Sexologist Ruth Westheimer is no more

(Washington) American sexologist Ruth Westheimer, who became a cultural phenomenon in the 1980s for her no-holds-barred advice on how to spice up a couple’s life, has died at the age of 96, several American media outlets announced on Saturday.


Known simply as “Dr Ruth,” she died Friday at her home in Manhattan, according to her spokesman Pierre Lehu, quoted in particular by the New York Times.

Ruth Westheimer rose to fame in the 1950s with a pioneering radio show in New York.

She then offers frank discussion on female orgasm, masturbation, homosexuality, consent, and many other intimate subjects to an audience eager for answers on topics considered taboo.

The sexologist took advantage of her rapid rise to host a television show, write around forty books, and appear in numerous films and series.

A petite woman, her appearance was full of maternal good nature, helping her gain the trust of millions of couples of all ages.

Born in Bavaria in 1928 to a Jewish family, Ruth Westheimer’s life was full of many chapters.
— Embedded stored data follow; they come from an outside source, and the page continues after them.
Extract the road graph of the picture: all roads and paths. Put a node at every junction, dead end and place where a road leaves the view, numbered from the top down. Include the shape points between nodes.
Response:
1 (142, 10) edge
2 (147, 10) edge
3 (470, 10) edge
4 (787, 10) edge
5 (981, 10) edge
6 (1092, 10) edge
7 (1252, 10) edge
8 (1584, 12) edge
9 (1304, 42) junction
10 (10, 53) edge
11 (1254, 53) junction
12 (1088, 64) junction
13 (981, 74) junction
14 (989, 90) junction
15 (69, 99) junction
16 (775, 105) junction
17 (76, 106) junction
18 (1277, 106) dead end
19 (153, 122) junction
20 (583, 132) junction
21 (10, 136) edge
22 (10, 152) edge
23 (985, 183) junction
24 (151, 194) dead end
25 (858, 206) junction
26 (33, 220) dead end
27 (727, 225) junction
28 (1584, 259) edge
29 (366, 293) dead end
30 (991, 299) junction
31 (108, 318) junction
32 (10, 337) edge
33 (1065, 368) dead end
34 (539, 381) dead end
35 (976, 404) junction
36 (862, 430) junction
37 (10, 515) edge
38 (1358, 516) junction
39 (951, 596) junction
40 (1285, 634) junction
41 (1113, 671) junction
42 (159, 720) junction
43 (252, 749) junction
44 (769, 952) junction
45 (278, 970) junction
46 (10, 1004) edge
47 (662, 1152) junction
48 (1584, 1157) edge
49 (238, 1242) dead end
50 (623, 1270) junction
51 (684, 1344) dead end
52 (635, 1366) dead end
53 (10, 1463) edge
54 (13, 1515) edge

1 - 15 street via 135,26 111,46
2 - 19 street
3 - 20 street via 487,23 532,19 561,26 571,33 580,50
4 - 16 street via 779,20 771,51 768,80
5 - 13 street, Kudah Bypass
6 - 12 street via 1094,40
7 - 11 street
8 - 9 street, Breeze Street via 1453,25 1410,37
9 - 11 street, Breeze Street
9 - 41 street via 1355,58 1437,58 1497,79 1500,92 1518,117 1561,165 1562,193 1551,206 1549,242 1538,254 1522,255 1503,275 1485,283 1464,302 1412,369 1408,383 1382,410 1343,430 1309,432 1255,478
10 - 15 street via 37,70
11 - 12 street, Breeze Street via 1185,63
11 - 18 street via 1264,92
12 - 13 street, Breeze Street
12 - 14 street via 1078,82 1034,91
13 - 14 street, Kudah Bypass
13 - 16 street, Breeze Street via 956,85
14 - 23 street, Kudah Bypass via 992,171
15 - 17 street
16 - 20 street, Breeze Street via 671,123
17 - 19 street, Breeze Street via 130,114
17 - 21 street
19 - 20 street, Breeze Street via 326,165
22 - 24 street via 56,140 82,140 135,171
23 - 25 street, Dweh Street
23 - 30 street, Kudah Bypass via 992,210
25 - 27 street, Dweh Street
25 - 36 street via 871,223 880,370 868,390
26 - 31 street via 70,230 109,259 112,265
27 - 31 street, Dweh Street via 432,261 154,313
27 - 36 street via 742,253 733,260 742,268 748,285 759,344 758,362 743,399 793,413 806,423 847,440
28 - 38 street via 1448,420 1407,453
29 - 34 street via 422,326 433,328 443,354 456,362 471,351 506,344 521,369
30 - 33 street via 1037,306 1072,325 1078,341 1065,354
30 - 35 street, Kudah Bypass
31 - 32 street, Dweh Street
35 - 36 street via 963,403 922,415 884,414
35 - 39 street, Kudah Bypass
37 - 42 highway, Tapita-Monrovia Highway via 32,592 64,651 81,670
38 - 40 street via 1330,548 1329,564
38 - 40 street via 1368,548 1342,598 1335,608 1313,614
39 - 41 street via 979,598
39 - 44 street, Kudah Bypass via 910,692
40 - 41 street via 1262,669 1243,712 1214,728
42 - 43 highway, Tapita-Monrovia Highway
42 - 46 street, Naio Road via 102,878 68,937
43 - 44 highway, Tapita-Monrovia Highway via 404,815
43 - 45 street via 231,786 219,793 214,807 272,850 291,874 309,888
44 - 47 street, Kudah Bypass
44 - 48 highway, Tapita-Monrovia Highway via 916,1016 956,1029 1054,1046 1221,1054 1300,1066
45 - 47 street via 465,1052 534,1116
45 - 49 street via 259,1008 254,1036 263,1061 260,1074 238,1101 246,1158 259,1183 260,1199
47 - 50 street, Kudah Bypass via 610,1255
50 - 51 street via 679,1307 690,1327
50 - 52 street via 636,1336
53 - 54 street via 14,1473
She left Nazi Germany in 1938, but her parents died in the Holocaust. After the war, she became a sniper in a Jewish paramilitary branch before the creation of Israel, and in 1950 emigrated to Paris and studied at the Sorbonne.

She left for New York in 1956, where she raised her daughter and worked as a housekeeper, before obtaining her doctorate from the prestigious Columbia University and becoming a full-time sexologist.

Ruth Westheimer’s advice was often concise and direct: have sex before dinner, share your fantasies if you want, and be flexible with your partner’s differing sexual appetites.

In particular, she rejected the idea of ​​sexuality as “normal,” arguing that anything that happened between two consenting adults in private was perfectly acceptable. An idea that was far from being shared when the HIV epidemic emerged in the 1980s.

In the wake of the #metoo movement, some have rejected some of the sexologist’s positions on consent. She said in particular to Guardian in 2019: “No one has to be naked in bed, if that person is not determined to have sex.”

Even in her nineties, Ruth Westheimer has remained very active, explaining to the magazine: People in 2023 how to stay full of vigor: “Talk about sex from morning to night! It keeps you young!”